Compositional and interpretable representation of histology using AI foundation models and sparse autoencoders
Journal:
bioRxiv
Published Date:
Jun 6, 2026
Abstract
Light microscopy of tissue sections stained with hematoxylin and eosin (H&E) has been the foundation of histopathology for over 150 years and remains essential for diagnosis and research. The development of high-plex spatial profiling approaches able to measure protein and RNA expression at single-cell resolution augments but does not replace H&E imaging, even in research. Computational pathology (CPath) models based on deep learning promise to further increase the value of H&E imaging but interpreting these models in biological terms remains challenging.
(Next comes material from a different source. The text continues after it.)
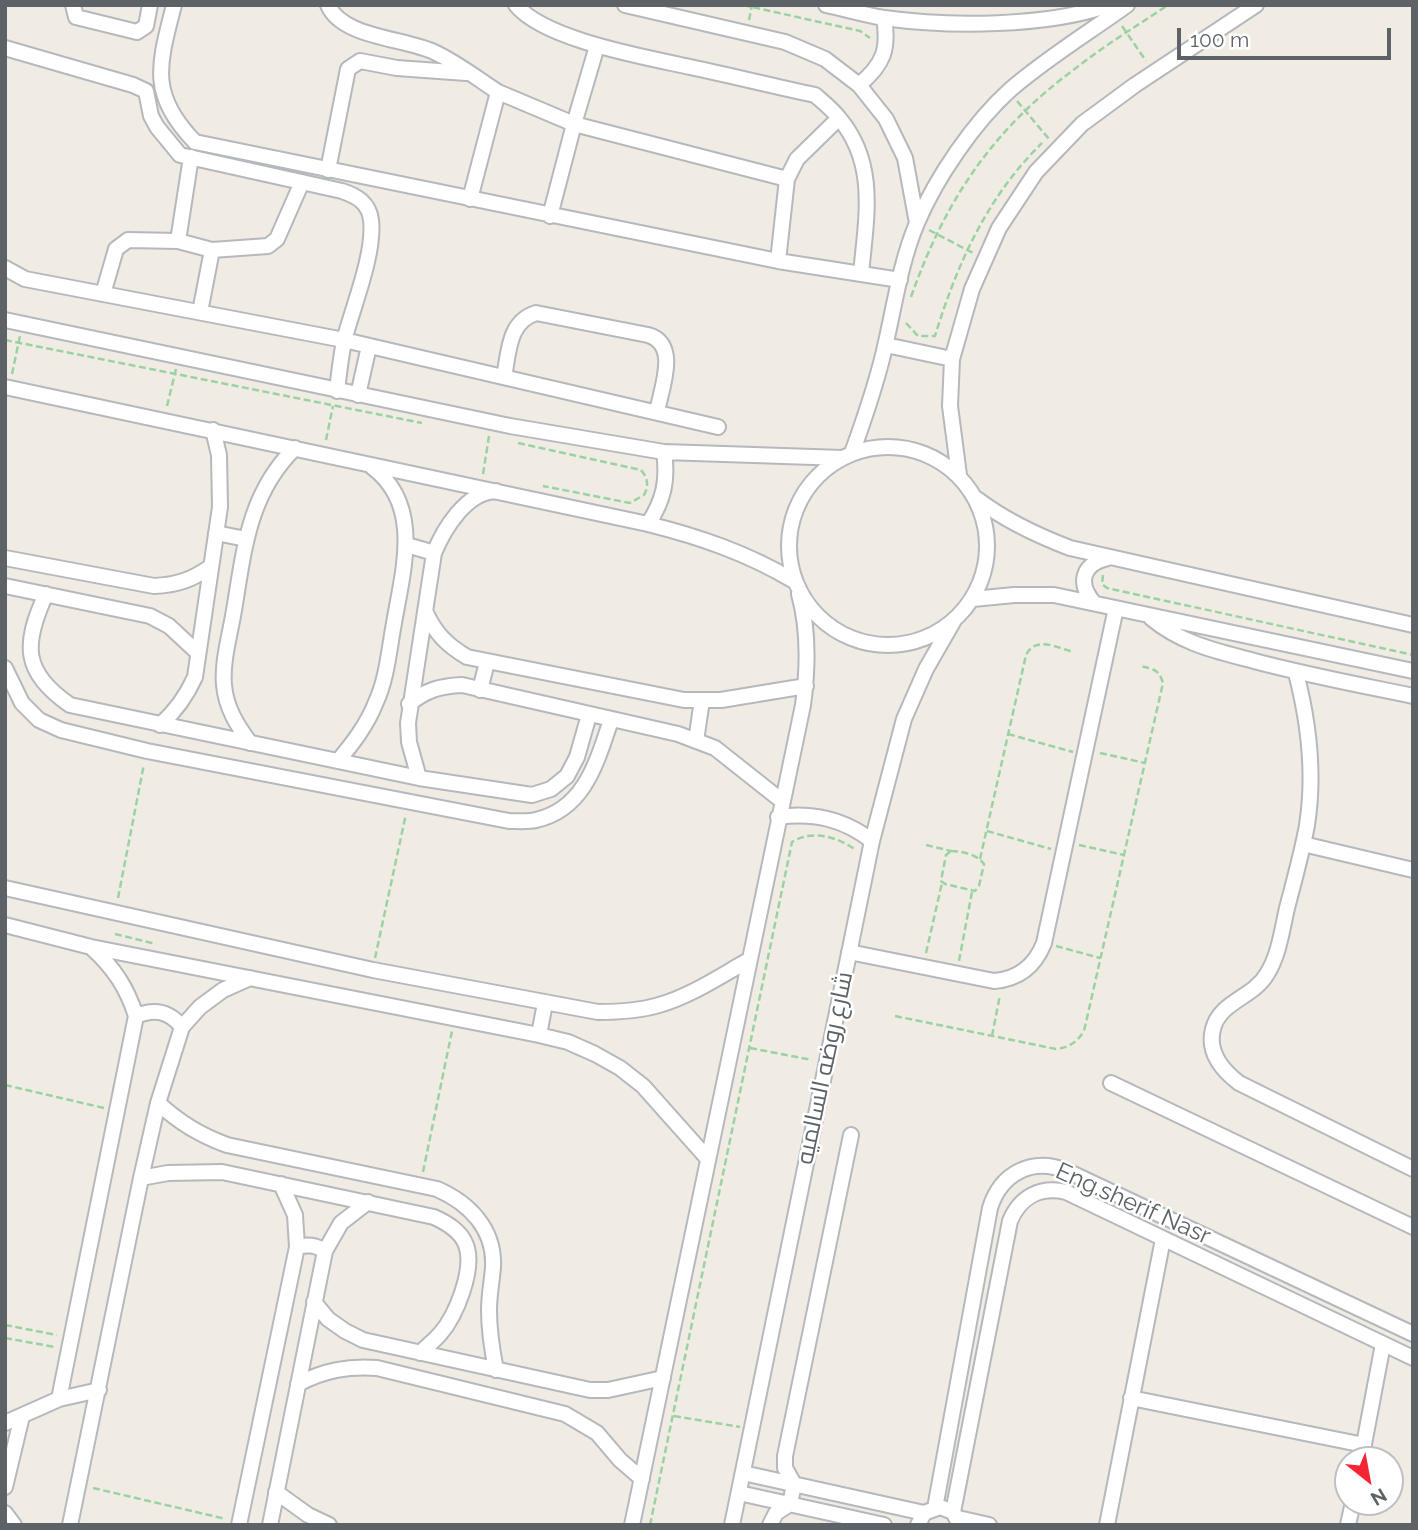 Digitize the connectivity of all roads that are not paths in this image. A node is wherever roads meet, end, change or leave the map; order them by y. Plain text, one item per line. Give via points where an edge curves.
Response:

As a result, they are not widely used in spatial profiling studies. Here we describe a human-in-the-loop computational framework that leverages CPath foundation models (FMs) and sparse autoencoders (SAEs) to decompose FM embeddings and automatically identify diverse, human-interpretable histopathology features in H&E images. When FM-SAE modeling was applied to pulmonary diseases such as tuberculosis and lung cancer, human-machine interaction augmented and accelerated expert interpretation. Moreover, the resulting annotations provide a morphology-aware approach to integrating 2D and 3D mesoscale tissue architectures with molecular spatial profiling.